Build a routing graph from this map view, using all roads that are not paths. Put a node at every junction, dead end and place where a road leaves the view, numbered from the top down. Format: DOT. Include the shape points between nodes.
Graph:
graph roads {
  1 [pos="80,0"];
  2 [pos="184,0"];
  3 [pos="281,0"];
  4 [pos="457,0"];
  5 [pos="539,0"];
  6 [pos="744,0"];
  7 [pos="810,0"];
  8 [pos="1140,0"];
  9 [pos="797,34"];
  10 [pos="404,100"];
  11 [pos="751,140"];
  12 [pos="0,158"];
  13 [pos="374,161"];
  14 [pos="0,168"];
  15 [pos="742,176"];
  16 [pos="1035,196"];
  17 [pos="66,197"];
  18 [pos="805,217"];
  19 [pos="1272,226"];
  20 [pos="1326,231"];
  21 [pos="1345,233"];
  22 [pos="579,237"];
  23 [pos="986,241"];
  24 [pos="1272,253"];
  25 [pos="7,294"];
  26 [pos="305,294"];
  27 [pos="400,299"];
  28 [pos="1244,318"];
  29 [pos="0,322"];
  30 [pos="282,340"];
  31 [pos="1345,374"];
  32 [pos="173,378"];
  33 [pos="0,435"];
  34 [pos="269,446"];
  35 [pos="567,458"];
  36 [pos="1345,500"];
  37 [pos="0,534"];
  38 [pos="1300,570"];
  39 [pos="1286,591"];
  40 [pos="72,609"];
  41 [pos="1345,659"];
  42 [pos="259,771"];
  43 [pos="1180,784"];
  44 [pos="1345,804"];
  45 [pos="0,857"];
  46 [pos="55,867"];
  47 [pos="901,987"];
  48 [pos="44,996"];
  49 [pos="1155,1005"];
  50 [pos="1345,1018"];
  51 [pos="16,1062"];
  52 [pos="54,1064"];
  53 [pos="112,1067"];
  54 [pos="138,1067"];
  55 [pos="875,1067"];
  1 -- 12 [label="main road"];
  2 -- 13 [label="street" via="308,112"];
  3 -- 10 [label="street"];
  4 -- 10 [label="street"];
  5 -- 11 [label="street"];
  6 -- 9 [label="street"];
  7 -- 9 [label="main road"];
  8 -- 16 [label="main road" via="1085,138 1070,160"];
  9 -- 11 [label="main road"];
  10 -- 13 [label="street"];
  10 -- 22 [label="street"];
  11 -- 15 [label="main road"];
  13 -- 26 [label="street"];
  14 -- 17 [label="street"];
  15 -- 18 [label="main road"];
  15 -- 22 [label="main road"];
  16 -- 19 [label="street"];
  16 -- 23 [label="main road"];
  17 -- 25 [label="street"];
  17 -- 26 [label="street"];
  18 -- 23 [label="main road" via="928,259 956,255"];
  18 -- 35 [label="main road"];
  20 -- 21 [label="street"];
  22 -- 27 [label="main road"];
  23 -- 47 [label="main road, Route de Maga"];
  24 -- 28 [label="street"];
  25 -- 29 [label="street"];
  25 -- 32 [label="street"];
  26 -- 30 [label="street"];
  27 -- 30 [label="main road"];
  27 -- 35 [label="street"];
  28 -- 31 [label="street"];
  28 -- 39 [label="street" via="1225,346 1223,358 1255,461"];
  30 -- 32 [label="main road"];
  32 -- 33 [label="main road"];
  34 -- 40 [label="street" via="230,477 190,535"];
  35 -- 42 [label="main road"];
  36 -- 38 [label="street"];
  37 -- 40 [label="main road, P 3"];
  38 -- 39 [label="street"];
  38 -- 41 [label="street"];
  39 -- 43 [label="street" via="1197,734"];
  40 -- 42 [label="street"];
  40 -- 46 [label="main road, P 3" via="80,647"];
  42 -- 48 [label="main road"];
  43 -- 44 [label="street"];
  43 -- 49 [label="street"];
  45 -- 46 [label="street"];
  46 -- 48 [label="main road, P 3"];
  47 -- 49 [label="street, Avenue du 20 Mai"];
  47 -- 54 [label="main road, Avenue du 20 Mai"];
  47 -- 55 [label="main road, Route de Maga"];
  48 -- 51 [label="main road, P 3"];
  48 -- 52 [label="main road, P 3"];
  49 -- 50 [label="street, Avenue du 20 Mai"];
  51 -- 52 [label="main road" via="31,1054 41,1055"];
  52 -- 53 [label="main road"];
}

###

Every record here must be output exactly, word for word.

Build a routing graph from this map view, using all roads that are not paths. Put a node at every junction, dead end and place where a road leaves the view, numbered from the top down. Format: DOT. Include the shape points between nodes.
Graph:
graph roads {
  1 [pos="80,0"];
  2 [pos="184,0"];
  3 [pos="281,0"];
  4 [pos="457,0"];
  5 [pos="539,0"];
  6 [pos="744,0"];
  7 [pos="810,0"];
  8 [pos="1140,0"];
  9 [pos="797,34"];
  10 [pos="404,100"];
  11 [pos="751,140"];
  12 [pos="0,158"];
  13 [pos="374,161"];
  14 [pos="0,168"];
  15 [pos="742,176"];
  16 [pos="1035,196"];
  17 [pos="66,197"];
  18 [pos="805,217"];
  19 [pos="1272,226"];
  20 [pos="1326,231"];
  21 [pos="1345,233"];
  22 [pos="579,237"];
  23 [pos="986,241"];
  24 [pos="1272,253"];
  25 [pos="7,294"];
  26 [pos="305,294"];
  27 [pos="400,299"];
  28 [pos="1244,318"];
  29 [pos="0,322"];
  30 [pos="282,340"];
  31 [pos="1345,374"];
  32 [pos="173,378"];
  33 [pos="0,435"];
  34 [pos="269,446"];
  35 [pos="567,458"];
  36 [pos="1345,500"];
  37 [pos="0,534"];
  38 [pos="1300,570"];
  39 [pos="1286,591"];
  40 [pos="72,609"];
  41 [pos="1345,659"];
  42 [pos="259,771"];
  43 [pos="1180,784"];
  44 [pos="1345,804"];
  45 [pos="0,857"];
  46 [pos="55,867"];
  47 [pos="901,987"];
  48 [pos="44,996"];
  49 [pos="1155,1005"];
  50 [pos="1345,1018"];
  51 [pos="16,1062"];
  52 [pos="54,1064"];
  53 [pos="112,1067"];
  54 [pos="138,1067"];
  55 [pos="875,1067"];
  1 -- 12 [label="main road"];
  2 -- 13 [label="street" via="308,112"];
  3 -- 10 [label="street"];
  4 -- 10 [label="street"];
  5 -- 11 [label="street"];
  6 -- 9 [label="street"];
  7 -- 9 [label="main road"];
  8 -- 16 [label="main road" via="1085,138 1070,160"];
  9 -- 11 [label="main road"];
  10 -- 13 [label="street"];
  10 -- 22 [label="street"];
  11 -- 15 [label="main road"];
  13 -- 26 [label="street"];
  14 -- 17 [label="street"];
  15 -- 18 [label="main road"];
  15 -- 22 [label="main road"];
  16 -- 19 [label="street"];
  16 -- 23 [label="main road"];
  17 -- 25 [label="street"];
  17 -- 26 [label="street"];
  18 -- 23 [label="main road" via="928,259 956,255"];
  18 -- 35 [label="main road"];
  20 -- 21 [label="street"];
  22 -- 27 [label="main road"];
  23 -- 47 [label="main road, Route de Maga"];
  24 -- 28 [label="street"];
  25 -- 29 [label="street"];
  25 -- 32 [label="street"];
  26 -- 30 [label="street"];
  27 -- 30 [label="main road"];
  27 -- 35 [label="street"];
  28 -- 31 [label="street"];
  28 -- 39 [label="street" via="1225,346 1223,358 1255,461"];
  30 -- 32 [label="main road"];
  32 -- 33 [label="main road"];
  34 -- 40 [label="street" via="230,477 190,535"];
  35 -- 42 [label="main road"];
  36 -- 38 [label="street"];
  37 -- 40 [label="main road, P 3"];
  38 -- 39 [label="street"];
  38 -- 41 [label="street"];
  39 -- 43 [label="street" via="1197,734"];
  40 -- 42 [label="street"];
  40 -- 46 [label="main road, P 3" via="80,647"];
  42 -- 48 [label="main road"];
  43 -- 44 [label="street"];
  43 -- 49 [label="street"];
  45 -- 46 [label="street"];
  46 -- 48 [label="main road, P 3"];
  47 -- 49 [label="street, Avenue du 20 Mai"];
  47 -- 54 [label="main road, Avenue du 20 Mai"];
  47 -- 55 [label="main road, Route de Maga"];
  48 -- 51 [label="main road, P 3"];
  48 -- 52 [label="main road, P 3"];
  49 -- 50 [label="street, Avenue du 20 Mai"];
  51 -- 52 [label="main road" via="31,1054 41,1055"];
  52 -- 53 [label="main road"];
}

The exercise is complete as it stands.